All right. Then if you'll move down in verse nine, who can tell if God will turn and repent and turn away from his fierce anger that we perish not. And God saw their works that they turned from the evil way and God repented of the evil that he had, that he would do unto them. And he did it not. Somebody says, aha, repentance means a change of mind. Therefore, God changed his mind about what he was going to do with Nineveh.

No, he didn't. Now listen, there are terms often used in the scripture that liken God to man. For example, we say the eye of God, the hand of God, the feet of God, the ears of God, the lips of God. If God is spirit, he doesn't have any of that.

But the only way for us to describe him from a human point of view is to use those terms. Now, when the Bible says that God repented, it does not mean that God changed his mind. But remember this, many, many of God's promises are conditioned. You can divide all of God's promises into two categories. An unconditional promise is something that God says he's going to do, makes no difference what happens.

A conditional promise is something God says he's going to do if certain things happen or if they do not happen. Now, it was the purpose of God that Nineveh would repent. He said, Jonah, you preach unto them in 40 days, I'm going to wipe this place off.

God knew and God planned and God had prepared and it was the desire and the will of God. If they repented of their sins, he would redeem them. He would not wipe them off. Jonah didn't understand that. In fact, Jonah's old proud carnal heart was so ugly and so carnal, he got up under a gourd and tried to hide himself from the sun and he was sitting up there wondering why God didn't wipe him out.

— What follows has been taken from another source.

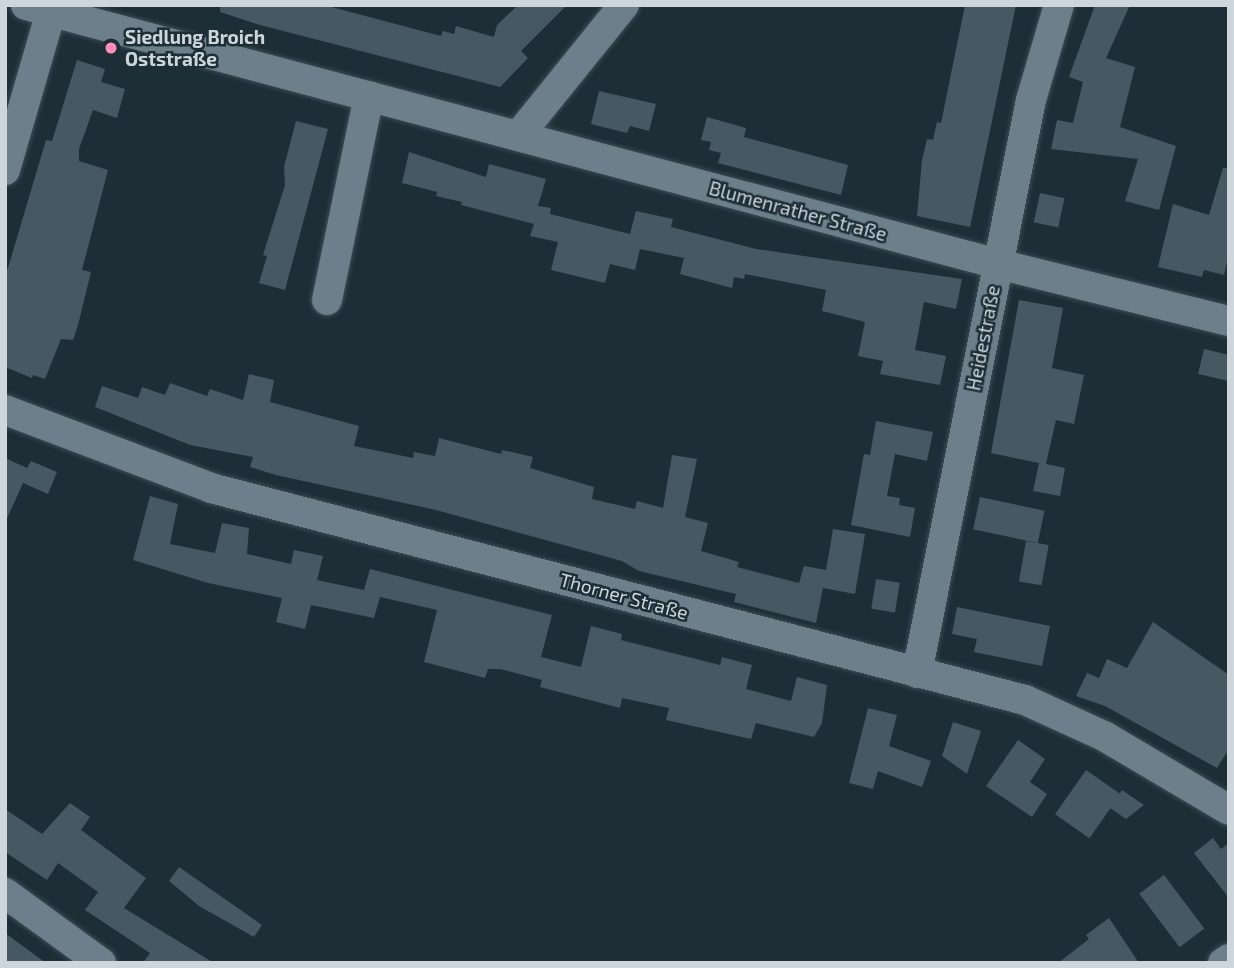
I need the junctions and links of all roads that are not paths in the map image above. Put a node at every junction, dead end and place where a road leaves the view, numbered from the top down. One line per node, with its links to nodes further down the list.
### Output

In fact, he got angry because it looked to him as if he became a laughingstock. They repented of their sins. God didn't wipe them out and it all looked bad on Jonah. Now, the Ninevites didn't think that, but he thought it. But you see, his problem started back in his hometown when God called him to go to Nineveh and didn't want to go.

He went down to Joppa and headed to Tarshish in the other direction. So it was his attitude that needed to be changed. So when he says that God repented, it does not mean that God changed his mind, but that God altered his imminent judgment upon Nineveh because they repented all through the Old Testament. When it says that God came to Israel, he says, Now, if you do these things, this is what I'm going to do.

But if you don't do them, here's what I'm going to do. It does not mean that God changed his mind. It meant that he laid out a conditional warning of judgment or a promise. If you obey, this is what I'm going to do.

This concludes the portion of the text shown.